Défi de la Gazette des bonbons au citron.

thème: Menteurs
1) Ecrire sur un personnage qui se ment à lui-même


Drago Malefoy n'était pas un héros.
Il ne se faisait guère d'illusions sur lui-même. Il était un lâche, ça il en avait conscience.
Lâche et orgueilleux.

Ainsi, par lâcheté, il s'était retrouvé marqué contre sa volonté. Parce qu'il n'adhérait pas réellement aux idéaux de Voldemort.
Oh bien sûr, il ne prenait pas position contre le mage noir. A dire vrai, il s'en moquait. Tant qu'il n'y avait pas de conséquences sur sa petite vie, il se fichait de qui prenait le pouvoir du monde magique.
Il voulait juste vivre tranquillement, profiter de la fortune familiale. S'amuser.

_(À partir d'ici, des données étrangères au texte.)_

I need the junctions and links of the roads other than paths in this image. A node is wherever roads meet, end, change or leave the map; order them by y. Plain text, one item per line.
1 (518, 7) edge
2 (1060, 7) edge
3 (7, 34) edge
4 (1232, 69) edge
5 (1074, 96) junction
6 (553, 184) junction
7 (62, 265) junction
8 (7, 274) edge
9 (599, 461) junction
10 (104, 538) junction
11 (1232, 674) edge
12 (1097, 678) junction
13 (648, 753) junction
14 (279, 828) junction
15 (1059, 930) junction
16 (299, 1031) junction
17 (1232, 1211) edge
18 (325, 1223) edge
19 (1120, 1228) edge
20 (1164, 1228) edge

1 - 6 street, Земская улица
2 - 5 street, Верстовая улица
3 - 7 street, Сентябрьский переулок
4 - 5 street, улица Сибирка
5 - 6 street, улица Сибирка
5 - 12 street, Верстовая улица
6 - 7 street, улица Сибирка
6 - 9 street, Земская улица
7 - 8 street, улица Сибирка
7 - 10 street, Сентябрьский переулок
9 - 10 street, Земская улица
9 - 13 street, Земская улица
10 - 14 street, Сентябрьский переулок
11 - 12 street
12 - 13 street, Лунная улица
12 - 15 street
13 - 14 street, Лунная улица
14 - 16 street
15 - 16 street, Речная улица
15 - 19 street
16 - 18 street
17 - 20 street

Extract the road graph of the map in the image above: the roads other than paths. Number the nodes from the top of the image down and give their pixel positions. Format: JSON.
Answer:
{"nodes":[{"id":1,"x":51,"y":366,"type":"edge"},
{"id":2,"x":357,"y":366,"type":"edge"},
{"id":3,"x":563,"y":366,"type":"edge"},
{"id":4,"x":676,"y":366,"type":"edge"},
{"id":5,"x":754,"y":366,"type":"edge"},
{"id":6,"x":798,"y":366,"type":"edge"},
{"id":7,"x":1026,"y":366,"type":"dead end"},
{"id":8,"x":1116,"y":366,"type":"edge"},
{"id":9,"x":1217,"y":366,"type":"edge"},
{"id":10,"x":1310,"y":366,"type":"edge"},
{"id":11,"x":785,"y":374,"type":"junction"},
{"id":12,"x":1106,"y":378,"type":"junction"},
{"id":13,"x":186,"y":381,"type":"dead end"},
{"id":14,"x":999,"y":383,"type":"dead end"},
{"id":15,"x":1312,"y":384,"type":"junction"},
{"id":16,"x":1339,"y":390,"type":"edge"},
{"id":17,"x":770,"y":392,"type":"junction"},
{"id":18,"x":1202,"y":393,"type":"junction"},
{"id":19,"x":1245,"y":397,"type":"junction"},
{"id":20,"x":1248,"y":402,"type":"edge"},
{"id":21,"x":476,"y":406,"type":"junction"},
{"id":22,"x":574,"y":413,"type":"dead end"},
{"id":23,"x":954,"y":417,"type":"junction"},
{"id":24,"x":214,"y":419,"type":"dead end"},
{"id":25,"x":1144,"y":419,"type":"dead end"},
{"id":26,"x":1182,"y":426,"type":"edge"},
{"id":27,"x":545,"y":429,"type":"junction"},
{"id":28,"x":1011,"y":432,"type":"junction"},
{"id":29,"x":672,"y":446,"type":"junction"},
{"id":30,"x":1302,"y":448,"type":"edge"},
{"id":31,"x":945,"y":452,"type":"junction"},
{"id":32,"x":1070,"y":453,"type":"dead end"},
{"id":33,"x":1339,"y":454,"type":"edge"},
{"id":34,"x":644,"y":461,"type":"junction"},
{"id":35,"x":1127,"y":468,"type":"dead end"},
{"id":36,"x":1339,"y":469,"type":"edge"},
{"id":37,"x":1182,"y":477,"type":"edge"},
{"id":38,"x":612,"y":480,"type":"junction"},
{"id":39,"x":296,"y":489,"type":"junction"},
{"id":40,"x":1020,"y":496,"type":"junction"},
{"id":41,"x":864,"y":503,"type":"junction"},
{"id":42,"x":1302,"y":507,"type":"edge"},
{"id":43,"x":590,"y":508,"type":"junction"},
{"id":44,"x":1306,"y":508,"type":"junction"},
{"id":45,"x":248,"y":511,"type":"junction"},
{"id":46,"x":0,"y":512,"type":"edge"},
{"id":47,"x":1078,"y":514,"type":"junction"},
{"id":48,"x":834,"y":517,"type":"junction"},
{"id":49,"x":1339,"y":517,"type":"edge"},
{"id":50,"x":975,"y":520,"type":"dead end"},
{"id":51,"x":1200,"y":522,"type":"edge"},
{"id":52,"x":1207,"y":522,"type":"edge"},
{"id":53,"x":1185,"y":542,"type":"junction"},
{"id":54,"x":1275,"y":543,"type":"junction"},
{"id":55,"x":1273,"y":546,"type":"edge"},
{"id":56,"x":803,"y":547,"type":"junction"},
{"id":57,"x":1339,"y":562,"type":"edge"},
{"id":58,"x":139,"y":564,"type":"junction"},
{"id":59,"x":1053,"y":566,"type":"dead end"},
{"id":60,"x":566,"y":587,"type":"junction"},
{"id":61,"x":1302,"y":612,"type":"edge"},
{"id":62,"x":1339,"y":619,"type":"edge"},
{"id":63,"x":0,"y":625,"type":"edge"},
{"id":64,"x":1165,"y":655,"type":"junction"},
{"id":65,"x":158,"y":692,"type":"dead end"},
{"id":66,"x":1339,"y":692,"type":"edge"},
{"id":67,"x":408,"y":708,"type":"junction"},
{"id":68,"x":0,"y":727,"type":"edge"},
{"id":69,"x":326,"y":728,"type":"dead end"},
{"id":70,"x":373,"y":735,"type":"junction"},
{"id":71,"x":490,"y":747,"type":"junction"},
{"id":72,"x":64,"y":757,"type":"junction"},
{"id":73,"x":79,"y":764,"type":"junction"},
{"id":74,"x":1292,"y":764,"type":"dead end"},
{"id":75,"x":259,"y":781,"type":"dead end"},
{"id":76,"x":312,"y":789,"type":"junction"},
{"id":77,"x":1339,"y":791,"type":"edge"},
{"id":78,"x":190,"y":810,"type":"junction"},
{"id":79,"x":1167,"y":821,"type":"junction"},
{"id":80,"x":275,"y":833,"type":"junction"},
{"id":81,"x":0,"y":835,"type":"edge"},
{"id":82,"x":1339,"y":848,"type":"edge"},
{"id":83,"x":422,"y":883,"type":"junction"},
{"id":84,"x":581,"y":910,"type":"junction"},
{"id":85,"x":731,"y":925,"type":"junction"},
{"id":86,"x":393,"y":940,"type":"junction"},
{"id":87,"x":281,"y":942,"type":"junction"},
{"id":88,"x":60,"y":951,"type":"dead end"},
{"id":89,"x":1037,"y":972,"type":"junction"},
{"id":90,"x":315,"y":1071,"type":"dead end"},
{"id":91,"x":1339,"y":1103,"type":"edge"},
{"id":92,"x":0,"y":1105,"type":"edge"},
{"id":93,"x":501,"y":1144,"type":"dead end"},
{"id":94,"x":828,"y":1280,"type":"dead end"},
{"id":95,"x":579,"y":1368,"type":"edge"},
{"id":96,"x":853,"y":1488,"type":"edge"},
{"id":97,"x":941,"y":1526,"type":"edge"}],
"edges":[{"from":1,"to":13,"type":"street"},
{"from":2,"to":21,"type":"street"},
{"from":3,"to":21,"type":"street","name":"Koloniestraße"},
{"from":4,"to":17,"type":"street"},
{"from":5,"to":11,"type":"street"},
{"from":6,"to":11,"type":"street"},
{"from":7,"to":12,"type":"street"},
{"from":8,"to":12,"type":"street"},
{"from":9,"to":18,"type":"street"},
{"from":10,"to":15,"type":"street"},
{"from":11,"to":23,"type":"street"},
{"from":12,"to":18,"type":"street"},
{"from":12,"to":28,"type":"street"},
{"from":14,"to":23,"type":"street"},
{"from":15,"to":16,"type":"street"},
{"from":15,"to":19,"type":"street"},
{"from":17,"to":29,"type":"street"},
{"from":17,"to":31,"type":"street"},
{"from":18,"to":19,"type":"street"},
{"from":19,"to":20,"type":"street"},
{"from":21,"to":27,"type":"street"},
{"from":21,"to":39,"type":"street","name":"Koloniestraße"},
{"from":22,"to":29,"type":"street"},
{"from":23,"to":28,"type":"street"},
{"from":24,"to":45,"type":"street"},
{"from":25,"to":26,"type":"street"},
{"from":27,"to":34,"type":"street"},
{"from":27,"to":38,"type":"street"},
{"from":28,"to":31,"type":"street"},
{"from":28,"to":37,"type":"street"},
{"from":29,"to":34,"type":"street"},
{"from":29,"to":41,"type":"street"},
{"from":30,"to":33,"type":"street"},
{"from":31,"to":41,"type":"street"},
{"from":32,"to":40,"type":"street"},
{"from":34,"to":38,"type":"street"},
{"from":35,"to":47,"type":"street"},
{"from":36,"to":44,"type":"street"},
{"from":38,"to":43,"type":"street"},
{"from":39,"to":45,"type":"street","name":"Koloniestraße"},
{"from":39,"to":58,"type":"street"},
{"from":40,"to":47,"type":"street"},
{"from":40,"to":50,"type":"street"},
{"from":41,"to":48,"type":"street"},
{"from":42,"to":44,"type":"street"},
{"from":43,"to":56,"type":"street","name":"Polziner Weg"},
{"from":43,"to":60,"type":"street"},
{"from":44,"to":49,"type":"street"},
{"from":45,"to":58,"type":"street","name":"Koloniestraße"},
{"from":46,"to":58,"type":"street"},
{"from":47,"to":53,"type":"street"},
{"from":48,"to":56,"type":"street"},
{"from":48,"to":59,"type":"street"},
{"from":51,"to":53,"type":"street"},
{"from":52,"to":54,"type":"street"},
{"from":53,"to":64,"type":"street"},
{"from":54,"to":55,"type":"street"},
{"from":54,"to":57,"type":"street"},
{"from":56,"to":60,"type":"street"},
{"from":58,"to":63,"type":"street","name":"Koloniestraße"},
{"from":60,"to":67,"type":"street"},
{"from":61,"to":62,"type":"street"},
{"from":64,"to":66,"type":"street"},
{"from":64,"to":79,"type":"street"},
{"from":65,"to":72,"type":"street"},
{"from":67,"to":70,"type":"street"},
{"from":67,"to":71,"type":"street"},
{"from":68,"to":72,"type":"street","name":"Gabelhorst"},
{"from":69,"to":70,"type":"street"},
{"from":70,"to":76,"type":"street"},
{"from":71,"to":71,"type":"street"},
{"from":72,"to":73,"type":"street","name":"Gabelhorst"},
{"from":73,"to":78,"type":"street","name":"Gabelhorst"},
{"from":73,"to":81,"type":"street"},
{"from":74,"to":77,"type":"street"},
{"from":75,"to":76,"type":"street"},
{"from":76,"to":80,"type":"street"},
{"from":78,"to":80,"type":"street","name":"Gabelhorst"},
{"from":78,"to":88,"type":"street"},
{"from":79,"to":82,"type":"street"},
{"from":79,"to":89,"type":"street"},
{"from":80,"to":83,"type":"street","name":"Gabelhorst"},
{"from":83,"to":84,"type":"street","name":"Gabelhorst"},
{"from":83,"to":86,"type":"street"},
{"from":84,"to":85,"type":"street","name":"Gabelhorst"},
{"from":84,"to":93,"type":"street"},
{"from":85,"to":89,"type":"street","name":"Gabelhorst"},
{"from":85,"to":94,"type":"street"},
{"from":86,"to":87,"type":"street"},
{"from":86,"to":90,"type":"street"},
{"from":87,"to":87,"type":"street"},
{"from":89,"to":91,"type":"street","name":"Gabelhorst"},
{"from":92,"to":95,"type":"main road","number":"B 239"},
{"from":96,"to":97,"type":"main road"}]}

C'est pourquoi, de retour à Poudlard, il se sentait démoralisé d'avoir à obéir à Voldemort.
Tuer Dumbledore. Voilà une partie de sa mission. Il n'était pas un assassin. Il était bien trop lâche.
Il n'aimait pas le vieux sorcier. Son père lui avait suffisamment parlé de ses idées révolutionnaires qui mettaient en péril le statut des sangs-pur. Son statut donc. Sa tranquillité.
Pourtant, devoir mettre fin à la vie du vieil homme ne lui plaisait pas. Non. Il s'y refusait.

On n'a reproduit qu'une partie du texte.